At this point in time,i have to ask--what exactly are we looking for?

Found so far--> bifilar coil has lower self resonant frequency that that of the single wound coil.

Next is voltage difference between windings for both.


Brad

Each of my coils have 28 turns,and here is the voltages between turns of each coil

The single wound coil has 4VRMS across it,and starts with a voltage difference of 68mV RMS between the first and second turns (closest to center of coil)
As expected,the voltage increases between turns as we get closer to the outer most two turns.
At the outer two turns,the voltage difference between turns is 244mV RMS.

The bifilar coil has 4.24VRMS across it,and once again,as expected,has an average voltage between turns of 2.12VRMS--varying from 2.08 to 2.14VRMS between turns.

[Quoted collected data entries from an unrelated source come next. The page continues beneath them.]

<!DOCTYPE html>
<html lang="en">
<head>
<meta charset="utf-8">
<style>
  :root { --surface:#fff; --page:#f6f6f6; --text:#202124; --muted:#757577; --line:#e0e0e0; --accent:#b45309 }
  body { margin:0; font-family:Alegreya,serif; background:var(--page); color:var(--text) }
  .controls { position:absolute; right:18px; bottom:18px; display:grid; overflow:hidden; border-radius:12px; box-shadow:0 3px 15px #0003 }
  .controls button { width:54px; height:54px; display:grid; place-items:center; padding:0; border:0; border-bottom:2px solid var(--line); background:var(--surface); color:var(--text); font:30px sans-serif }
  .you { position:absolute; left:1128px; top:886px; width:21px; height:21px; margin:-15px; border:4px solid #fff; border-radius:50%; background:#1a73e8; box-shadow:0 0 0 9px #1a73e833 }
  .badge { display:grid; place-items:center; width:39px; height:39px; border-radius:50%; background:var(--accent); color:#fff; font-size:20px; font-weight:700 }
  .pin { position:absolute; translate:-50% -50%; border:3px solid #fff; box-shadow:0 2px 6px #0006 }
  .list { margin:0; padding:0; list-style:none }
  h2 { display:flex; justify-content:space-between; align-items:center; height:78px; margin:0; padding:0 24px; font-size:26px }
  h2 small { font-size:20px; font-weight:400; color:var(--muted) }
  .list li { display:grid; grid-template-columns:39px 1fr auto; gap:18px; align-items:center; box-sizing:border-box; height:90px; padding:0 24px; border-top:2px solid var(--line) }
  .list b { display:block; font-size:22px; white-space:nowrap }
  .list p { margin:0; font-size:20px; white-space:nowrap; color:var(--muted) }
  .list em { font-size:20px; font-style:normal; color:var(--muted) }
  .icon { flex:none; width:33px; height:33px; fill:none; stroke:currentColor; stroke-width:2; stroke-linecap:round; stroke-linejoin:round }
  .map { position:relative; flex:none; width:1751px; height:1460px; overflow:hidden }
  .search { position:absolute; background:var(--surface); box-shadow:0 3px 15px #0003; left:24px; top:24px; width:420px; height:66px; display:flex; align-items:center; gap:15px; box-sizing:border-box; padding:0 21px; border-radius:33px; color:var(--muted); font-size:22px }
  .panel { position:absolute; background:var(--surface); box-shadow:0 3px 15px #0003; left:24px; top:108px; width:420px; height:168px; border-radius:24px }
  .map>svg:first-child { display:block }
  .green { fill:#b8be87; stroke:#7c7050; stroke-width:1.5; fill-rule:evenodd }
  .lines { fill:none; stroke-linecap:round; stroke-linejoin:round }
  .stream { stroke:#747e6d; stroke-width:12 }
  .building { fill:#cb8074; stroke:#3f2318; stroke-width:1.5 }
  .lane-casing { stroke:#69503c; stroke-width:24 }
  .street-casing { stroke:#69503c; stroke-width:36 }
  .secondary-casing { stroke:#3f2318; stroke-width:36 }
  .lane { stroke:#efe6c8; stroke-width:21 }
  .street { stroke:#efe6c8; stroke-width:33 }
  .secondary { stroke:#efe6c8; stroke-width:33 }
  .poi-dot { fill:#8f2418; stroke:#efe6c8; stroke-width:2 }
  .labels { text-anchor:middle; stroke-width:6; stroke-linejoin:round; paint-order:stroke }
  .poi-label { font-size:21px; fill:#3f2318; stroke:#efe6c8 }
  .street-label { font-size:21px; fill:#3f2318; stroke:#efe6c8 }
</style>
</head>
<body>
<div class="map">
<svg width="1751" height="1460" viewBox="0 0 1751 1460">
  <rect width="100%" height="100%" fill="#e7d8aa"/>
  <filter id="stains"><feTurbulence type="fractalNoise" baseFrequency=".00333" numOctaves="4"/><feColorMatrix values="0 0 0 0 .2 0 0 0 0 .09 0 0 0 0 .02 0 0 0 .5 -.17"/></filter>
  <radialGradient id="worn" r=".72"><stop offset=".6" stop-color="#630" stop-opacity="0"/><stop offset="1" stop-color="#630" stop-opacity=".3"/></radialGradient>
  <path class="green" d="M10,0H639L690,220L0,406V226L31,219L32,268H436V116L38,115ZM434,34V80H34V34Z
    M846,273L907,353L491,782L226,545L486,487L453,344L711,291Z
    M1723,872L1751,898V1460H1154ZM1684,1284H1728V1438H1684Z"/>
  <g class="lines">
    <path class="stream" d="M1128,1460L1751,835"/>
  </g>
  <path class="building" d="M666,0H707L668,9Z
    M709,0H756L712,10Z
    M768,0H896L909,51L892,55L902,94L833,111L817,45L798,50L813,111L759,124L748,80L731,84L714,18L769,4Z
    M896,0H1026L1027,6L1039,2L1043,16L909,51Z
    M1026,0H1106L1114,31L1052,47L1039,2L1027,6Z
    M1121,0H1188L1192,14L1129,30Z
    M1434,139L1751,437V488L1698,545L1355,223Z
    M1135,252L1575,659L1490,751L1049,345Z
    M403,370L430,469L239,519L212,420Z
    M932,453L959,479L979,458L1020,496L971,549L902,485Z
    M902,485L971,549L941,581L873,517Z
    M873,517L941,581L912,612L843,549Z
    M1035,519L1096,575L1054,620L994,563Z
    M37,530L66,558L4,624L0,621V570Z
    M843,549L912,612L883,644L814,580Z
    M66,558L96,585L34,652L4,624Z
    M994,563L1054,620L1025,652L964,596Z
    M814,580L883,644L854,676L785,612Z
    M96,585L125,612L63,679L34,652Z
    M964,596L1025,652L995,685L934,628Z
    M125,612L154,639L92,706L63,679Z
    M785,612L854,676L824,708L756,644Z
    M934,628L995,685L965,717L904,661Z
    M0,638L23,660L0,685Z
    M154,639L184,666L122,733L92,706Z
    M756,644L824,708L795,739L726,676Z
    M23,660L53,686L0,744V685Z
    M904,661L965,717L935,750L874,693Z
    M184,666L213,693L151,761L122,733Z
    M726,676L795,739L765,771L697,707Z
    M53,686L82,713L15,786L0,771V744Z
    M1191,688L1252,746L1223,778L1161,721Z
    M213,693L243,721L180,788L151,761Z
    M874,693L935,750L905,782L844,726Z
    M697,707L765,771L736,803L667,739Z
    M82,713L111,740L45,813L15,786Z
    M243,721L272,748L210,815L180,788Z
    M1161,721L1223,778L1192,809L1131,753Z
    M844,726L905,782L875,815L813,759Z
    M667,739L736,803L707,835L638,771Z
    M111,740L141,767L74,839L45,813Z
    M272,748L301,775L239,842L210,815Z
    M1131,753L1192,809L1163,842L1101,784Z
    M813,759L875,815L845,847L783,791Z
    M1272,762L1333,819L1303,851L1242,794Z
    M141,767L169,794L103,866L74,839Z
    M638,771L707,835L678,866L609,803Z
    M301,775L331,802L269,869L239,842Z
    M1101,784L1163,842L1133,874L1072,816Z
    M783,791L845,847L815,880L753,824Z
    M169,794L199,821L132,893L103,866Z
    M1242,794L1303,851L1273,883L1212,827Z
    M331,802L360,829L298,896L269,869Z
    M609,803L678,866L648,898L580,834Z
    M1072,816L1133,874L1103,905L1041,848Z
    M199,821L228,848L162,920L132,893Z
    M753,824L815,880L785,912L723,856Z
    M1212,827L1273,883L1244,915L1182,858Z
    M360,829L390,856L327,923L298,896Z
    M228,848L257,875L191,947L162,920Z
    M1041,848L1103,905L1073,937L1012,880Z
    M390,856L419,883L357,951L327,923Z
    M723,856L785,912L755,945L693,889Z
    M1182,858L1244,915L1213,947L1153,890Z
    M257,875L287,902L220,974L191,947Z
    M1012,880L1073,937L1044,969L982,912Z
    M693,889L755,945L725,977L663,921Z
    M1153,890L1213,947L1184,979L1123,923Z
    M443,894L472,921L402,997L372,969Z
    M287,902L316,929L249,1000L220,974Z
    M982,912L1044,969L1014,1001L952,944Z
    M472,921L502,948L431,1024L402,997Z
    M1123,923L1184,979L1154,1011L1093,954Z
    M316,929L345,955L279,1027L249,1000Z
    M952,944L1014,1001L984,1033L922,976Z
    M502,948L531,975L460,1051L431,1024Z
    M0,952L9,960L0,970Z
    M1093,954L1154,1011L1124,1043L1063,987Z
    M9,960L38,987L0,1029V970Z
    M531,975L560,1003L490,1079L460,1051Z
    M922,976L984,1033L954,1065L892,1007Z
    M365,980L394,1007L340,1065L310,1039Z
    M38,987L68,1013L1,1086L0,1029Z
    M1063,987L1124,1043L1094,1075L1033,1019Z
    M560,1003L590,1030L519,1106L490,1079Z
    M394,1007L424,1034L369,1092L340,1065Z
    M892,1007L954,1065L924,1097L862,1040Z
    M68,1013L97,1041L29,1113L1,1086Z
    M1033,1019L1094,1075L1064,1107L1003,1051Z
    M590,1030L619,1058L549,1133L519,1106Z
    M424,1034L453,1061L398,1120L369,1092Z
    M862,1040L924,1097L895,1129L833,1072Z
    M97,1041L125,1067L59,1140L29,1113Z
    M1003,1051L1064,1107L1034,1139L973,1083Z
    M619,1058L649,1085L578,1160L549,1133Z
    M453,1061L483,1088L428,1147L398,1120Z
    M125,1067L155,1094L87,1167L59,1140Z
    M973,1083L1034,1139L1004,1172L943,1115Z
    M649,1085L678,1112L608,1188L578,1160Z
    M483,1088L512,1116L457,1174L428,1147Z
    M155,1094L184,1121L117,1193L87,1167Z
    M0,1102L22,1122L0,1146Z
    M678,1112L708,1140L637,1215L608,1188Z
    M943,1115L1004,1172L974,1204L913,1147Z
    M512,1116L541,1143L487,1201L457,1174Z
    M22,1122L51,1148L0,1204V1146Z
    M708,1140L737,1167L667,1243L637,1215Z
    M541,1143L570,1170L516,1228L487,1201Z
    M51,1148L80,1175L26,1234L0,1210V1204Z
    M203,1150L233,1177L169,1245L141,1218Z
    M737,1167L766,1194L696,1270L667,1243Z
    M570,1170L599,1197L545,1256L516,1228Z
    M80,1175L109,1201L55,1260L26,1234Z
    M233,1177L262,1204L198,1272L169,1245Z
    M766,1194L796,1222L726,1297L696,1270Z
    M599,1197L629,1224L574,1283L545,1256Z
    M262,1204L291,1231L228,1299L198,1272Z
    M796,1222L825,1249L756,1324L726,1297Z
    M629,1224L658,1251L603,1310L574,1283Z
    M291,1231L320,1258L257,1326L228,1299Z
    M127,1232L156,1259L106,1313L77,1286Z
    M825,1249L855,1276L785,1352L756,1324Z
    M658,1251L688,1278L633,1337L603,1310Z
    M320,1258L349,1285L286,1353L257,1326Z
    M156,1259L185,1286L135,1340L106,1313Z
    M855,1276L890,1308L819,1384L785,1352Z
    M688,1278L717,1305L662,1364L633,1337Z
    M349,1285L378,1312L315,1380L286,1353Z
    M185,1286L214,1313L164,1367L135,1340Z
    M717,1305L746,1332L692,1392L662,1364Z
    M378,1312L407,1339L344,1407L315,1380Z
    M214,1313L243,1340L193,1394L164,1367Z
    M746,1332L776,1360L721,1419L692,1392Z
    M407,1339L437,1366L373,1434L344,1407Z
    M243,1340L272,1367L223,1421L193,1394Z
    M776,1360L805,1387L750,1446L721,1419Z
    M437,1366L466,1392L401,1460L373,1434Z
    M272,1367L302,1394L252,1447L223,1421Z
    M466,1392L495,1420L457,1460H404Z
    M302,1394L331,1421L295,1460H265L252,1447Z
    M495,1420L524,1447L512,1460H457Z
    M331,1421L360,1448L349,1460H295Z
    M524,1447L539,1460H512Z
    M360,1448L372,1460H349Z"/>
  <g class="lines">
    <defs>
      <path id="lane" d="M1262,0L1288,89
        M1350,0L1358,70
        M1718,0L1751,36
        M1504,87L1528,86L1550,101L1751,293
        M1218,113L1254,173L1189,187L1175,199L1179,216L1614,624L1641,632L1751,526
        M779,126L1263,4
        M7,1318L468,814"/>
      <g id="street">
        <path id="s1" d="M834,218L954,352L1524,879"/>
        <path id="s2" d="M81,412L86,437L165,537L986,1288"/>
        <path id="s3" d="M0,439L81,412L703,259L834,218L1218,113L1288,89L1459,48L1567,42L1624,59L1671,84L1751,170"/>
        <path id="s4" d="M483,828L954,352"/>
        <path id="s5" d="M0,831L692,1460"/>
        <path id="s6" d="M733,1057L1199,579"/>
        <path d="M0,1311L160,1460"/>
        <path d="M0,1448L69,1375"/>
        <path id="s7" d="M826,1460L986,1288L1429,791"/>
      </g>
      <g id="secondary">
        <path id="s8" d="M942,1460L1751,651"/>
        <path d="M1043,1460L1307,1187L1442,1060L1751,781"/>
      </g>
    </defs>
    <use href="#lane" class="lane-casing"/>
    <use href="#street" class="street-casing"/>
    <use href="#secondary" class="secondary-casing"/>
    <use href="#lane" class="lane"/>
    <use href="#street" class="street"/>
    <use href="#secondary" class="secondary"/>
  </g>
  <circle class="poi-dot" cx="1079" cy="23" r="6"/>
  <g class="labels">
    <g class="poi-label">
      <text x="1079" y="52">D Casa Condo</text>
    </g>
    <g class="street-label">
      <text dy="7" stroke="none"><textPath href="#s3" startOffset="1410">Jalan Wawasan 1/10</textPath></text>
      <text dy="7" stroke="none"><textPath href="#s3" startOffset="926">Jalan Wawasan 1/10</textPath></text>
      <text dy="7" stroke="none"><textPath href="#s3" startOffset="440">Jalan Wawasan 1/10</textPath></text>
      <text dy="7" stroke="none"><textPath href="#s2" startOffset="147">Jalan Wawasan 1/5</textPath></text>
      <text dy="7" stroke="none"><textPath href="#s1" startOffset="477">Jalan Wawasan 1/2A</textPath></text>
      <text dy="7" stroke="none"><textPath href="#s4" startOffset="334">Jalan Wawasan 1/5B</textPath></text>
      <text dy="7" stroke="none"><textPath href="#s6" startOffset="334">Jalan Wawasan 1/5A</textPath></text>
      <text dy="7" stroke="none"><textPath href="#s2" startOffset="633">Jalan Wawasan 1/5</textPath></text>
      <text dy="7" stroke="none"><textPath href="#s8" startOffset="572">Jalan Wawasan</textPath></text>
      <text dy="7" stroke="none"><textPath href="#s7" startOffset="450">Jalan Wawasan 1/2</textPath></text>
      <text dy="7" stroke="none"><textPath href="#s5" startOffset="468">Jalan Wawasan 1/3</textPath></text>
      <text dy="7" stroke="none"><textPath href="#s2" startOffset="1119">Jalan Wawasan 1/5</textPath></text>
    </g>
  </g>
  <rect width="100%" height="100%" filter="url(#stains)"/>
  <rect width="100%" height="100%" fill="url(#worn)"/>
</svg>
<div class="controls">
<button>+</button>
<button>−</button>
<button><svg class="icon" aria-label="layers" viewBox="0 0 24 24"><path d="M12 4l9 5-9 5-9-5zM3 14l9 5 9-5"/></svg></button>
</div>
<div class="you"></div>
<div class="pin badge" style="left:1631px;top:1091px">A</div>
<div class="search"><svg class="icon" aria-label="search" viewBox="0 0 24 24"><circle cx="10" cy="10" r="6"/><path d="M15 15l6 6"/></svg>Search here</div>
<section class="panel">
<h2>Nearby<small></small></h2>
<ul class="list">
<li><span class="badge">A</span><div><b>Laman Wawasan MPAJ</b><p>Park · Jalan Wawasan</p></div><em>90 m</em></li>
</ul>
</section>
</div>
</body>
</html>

So far,nothing out of the ordinary between the two,except that the bifilar has a lower resonant frequency.


Brad

At this point I'm not sure that disconnecting the series link and measuring the capacitance between the two disconnected files is giving us the correct answer for the distributed capacitance.

At least I get different answers from measuring this way, and from solving the resonant frequency equation for capacitance using the measured resonant frequency and inductance.

Quote from: TinselKoala on April 16, 2017, 12:05:06 AM




Here's an inductance calculator that will show you that even the meter's connecting leads will probably have more inductance than that. 

http://www.consultrsr.net/resources/eis/induct5.htm

How are you measuring the inductance to be that low?

Your recent scopeshot of the ringing appears to show about 6.2 oscillations in 5 microseconds (2 divisions) which should be a frequency of about 1.24 MHz.

So taking the 1.22 nF capacitance and that frequency and working backwards for inductance, we should have about 13.5 microHenry. Even that seems low to me.  The bifilar coils and the monofilar coil I showed earlier each have inductance of around 700 microHenry. Are you sure we are seeing the coil ringing, and not your probe leads?

http://www.1728.org/resfreq.htm


Are those two traces at 40.5 MHz at the resonant frequency point?

Can you expand the trace of the single winding coil so we can read the frequency from the graticule? At first pass it looks to be a bit higher ( around 2 oscillations in one microsecond)than what you got with the ringing of the other coil ( around 6.2 oscillations in 5 microseconds).

The end of one winding,returns back to the center,and is connected to the beginning of the other winding.

QuoteYou are talking short PC board traces, for that low inductance.

I am using my DMM to measure the inductance value,and the leads are connected to the ends of the series coil pair.

QuoteWith 1.22 nF and 0.02 nanoH I get 1.0189 GHz. With 0.06 nH I get 588 MHz.

The capacitance value was taken with the two windings disconnected from one another-as Mags asked.
Once the two windings are joined together(series connected),then would not that capacitance value change?,as no capacitor has there two plates joined together,as the bifilar coil dose.


Added
Ok,went and checked capacitance again.
Bifilar coil has .66nF capacitance,and get this, -(yes,minuse) 50uF when the two windings are hooked in series. So guess we cannot measure capacitance when they are linked together.
So what dose that do or say about our capacitance value when the coils are hooked in series,and we are carrying out tests based around the two windings open circuit capacitance value?.

Inductance still reads .06mH
If i join the two DMM leads together,i get .00--nothing.


Brad

Quote from: TinselKoala on April 16, 2017, 01:33:45 AM
At this point I'm not sure that disconnecting the series link and measuring the capacitance between the two disconnected files is giving us the correct answer for the distributed capacitance.

At least I get different answers from measuring this way, and from solving the resonant frequency equation for capacitance using the measured resonant frequency and inductance.

Ah,see you were posting as i was typing.
Seems we both think this is the wrong way to go about it.

Brad